Yuko Mohri o la curiosidad como base del acto creativo

Yuko Mohri o la curiosidad como base del acto creativo

El Centro Botín presenta la primera exposición de Yuko Mohri en España, con una selección de piezas cinéticas que atrapan la curiosidad del espectador. La artista japonesa juega con elementos encontrados como perchas, cazos y conos de tráfico que combina con agua, frutas y peces en una sinfonía de obras móviles y musicales.

Retrato de Yuko Mohri en el Centro Botín. Fotografía: Belén de Benito.

Pocas veces sucede. Que una exposición de arte esté llena de referencias mecánicas y genere tanta intriga, que quieras rodear las piezas con afán científico más que estético. ¿Estará enchufada a algo para generar esa electricidad? ¿Cómo consigue mover toda esa agua sin un motor? ¿De qué manera el piano que tengo delante reproduce los sonidos de las olas que vemos en el vídeo?

La respuesta a todas estas preguntas es Yuko Mohri. La artista japonesa que se estrena en nuestro país de la mano del Centro Botín con una muestra donde la luz de la bahía y el mar del Cantábrico le han inspirado sumamente. Cazos con agujeros que inician un ciclo hídrico inventado, bombillas que se encienden con una naranja y otras originales piezas que parecen experimentos en sí mismos.

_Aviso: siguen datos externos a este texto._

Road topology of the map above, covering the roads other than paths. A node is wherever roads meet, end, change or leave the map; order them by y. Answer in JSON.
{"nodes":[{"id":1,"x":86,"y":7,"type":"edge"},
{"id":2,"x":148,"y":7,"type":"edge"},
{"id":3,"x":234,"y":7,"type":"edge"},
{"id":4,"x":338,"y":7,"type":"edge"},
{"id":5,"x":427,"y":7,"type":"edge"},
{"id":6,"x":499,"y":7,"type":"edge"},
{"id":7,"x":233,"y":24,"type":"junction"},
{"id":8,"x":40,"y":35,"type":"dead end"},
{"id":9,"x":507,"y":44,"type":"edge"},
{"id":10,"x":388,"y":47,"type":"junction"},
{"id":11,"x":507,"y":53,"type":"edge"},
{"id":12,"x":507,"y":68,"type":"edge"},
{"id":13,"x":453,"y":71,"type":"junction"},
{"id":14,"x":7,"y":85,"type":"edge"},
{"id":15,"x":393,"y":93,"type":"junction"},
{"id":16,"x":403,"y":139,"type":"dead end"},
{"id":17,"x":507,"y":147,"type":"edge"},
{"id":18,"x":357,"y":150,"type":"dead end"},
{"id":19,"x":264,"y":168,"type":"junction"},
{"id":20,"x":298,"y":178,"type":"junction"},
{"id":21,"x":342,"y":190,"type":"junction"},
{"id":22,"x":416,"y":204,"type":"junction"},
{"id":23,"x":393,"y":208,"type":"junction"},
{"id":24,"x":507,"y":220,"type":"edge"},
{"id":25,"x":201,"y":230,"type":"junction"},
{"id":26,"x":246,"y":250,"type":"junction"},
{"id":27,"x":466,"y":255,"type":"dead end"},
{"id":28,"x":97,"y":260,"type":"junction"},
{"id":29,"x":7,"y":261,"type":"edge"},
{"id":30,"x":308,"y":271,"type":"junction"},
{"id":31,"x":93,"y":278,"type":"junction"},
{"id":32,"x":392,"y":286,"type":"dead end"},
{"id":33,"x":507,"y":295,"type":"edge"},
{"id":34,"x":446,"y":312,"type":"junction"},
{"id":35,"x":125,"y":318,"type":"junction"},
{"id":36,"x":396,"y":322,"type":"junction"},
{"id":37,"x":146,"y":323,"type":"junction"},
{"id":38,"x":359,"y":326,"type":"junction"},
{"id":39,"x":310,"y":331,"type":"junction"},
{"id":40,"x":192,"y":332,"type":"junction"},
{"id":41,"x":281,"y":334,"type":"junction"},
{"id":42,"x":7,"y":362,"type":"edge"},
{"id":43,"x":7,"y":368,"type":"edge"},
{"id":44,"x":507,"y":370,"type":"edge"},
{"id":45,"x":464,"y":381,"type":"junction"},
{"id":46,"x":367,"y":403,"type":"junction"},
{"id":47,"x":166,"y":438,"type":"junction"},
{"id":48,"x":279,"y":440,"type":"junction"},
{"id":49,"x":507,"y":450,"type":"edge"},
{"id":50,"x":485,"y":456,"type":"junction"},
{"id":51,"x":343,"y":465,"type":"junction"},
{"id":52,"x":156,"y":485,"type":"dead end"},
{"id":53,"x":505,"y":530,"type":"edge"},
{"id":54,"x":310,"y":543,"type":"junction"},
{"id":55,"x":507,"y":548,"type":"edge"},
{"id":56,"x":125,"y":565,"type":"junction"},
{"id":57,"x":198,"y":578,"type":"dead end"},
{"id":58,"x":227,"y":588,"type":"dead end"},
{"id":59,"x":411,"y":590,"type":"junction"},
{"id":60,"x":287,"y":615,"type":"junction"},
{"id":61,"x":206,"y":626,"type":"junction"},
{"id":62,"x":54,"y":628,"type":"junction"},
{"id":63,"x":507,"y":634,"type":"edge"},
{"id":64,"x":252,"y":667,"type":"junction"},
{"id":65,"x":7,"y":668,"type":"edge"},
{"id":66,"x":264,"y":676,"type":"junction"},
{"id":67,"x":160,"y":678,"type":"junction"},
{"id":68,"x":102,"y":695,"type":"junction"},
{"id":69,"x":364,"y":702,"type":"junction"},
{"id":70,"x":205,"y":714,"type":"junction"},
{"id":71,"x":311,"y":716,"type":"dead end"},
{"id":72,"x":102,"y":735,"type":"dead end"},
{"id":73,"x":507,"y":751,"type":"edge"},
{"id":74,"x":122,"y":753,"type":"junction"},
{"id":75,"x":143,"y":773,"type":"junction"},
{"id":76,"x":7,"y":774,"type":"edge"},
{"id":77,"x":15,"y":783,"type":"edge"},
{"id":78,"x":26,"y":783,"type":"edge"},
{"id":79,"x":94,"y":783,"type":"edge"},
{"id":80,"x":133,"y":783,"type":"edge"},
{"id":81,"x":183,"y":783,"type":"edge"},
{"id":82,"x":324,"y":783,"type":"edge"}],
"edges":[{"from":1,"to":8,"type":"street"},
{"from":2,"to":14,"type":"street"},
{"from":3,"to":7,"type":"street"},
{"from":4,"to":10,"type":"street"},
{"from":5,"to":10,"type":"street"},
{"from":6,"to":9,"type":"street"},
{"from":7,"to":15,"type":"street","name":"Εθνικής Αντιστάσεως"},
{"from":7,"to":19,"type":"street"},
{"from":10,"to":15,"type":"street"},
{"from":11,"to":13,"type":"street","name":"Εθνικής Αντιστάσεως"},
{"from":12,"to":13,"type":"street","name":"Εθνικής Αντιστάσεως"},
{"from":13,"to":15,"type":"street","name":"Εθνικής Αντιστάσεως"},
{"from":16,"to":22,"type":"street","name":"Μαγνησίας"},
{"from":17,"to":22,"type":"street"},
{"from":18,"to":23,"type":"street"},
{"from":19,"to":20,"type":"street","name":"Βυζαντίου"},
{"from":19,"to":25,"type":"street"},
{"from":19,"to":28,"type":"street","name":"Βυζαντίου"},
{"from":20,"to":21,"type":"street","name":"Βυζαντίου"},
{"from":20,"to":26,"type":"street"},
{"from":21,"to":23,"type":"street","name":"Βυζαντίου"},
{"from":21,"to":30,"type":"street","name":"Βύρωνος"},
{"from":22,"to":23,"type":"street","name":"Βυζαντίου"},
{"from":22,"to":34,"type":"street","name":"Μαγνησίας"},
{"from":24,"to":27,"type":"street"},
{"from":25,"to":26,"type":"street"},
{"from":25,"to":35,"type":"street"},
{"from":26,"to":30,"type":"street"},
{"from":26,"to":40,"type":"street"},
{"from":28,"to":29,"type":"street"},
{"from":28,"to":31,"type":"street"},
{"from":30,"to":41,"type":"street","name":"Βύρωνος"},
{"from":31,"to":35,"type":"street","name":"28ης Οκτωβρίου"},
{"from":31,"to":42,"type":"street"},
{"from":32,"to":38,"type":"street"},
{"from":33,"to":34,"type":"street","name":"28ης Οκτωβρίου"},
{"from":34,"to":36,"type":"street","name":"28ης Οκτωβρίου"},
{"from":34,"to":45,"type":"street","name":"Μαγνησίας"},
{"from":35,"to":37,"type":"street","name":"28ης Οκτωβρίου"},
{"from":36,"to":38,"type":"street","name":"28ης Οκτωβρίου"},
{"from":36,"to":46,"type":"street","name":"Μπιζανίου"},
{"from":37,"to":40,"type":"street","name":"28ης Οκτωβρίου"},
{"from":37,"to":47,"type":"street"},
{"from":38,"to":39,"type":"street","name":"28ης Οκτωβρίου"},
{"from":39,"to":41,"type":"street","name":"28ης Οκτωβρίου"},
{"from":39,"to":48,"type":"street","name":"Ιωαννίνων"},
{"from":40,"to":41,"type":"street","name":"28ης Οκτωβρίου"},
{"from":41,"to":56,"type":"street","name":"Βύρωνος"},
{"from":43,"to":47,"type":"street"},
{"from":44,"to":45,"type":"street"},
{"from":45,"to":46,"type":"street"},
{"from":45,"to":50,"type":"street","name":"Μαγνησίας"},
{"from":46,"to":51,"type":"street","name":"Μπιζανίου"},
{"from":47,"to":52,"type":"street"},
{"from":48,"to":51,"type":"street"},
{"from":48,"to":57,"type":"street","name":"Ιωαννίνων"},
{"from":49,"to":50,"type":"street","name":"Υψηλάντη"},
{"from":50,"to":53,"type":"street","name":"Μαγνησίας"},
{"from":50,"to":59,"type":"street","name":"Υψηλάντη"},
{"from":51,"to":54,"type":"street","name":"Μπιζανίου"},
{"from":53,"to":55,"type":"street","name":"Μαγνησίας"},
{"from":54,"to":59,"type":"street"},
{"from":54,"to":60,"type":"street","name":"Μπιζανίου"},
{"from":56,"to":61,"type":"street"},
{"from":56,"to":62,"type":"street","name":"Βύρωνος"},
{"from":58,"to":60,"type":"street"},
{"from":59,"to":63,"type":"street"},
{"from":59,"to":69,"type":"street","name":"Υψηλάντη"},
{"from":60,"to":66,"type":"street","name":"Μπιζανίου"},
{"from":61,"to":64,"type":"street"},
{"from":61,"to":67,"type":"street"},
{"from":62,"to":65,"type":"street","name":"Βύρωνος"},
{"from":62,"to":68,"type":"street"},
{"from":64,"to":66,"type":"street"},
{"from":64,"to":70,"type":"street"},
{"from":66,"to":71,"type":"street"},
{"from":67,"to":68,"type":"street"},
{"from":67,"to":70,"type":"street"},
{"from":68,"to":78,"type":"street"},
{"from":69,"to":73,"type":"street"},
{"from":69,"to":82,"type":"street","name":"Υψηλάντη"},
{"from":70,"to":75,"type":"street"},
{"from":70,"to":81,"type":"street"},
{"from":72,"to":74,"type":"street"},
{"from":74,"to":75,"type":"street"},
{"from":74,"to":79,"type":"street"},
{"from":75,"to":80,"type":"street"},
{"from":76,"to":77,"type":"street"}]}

Quizá por eso, Fátima Sánchez destaca que esta exposición titulada Entrelazamientos es pura creatividad. “Estamos seguros de que va a generar curiosidad y asombro, que es el primer paso para desarrollar la creatividad”, destaca la directora del centro santanderino.

Una capacidad creativa que la artista –representante del pabellón de su país en la pasada edición de La Biennale de Venecia– desarrolla de manera diferente en cada lugar y en cada contexto cultural, del que habitualmente se sirve para completar los montajes de sus propuestas expositivas. En Taiwán, por ejemplo, recurrió a las típicas arroceras para concebir Moré Moré, mientras que en Santander ha optado por “los grandes limones” locales para completar su proyecto DeComposition. Su trabajo bebe, por tanto, de Duchamp, Cage y Calder, pero también de las leyes del movimiento, la física o el electromagnetismo.

Yuko Mohri. Moré Moré. 2024. Fotografía: Belén de Benito.

De las ocho piezas que Mohri presenta en las inmensas salas concebidas por Renzo Piano, junto a varios dibujos, destaca Same as it Ever Was. Según explica la autora, se ha inspirado en las goteras del metro de Tokio para crear un curioso sistema acuático donde unos guantes de fregar se llenan de agua que va drenando sobre un cono de tráfico que hace las veces de embudo, que a su vez filtra el líquido hasta un bidón antes de volver a empezar el ciclo.

Un sistema repetido en bucle que tiene la poética de ese eterno retorno que se repite una y otra vez. Todo ello, por cierto, aderezado con unos cascabeles que golpean tímidamente un tambor, simulando ese sonido de las gotas al caer.

Yuko Mohri. Moré Moré (Leaky): Flow #2, Same as it Ever Was. 2018. Fotografía: Belén de Benito.

Este y el resto de artefactos que integran el recorrido comisariado por Bárbara Rodríguez Muñoz indagan en los vínculos que existen entre los objetos encontrados a los que recurre la artista, las fuerzas magnéticas invisibles y los sonidos. El resultado son unos ensamblajes efímeros creados entre el año 2000 y 2025 que pretenden llamar la atención sobre cuestiones sociales o medioambientales.

Entrelazamientos es en realidad una versión de la retrospectiva que ya se mostró en el HangarBicocca de Milán, pero como la relevancia del entorno expositivo es tan importante, las piezas aquí parecen diferentes. En ocasiones, incluso generan movimientos distintos y, por tanto, sonidos diversos.

Ahí reside el encanto de las piezas de Mohri, que se funden con el espacio allá donde se presentan de un modo único. Las obras que exhibe en Santander podrán verse hasta el 6 de septiembre, donde estamos seguros que despertarán la curiosidad del público. Sol G. Moreno

Yuko Mohri. DeComposition (detalle). 2024. Fotografía: Belén de Benito.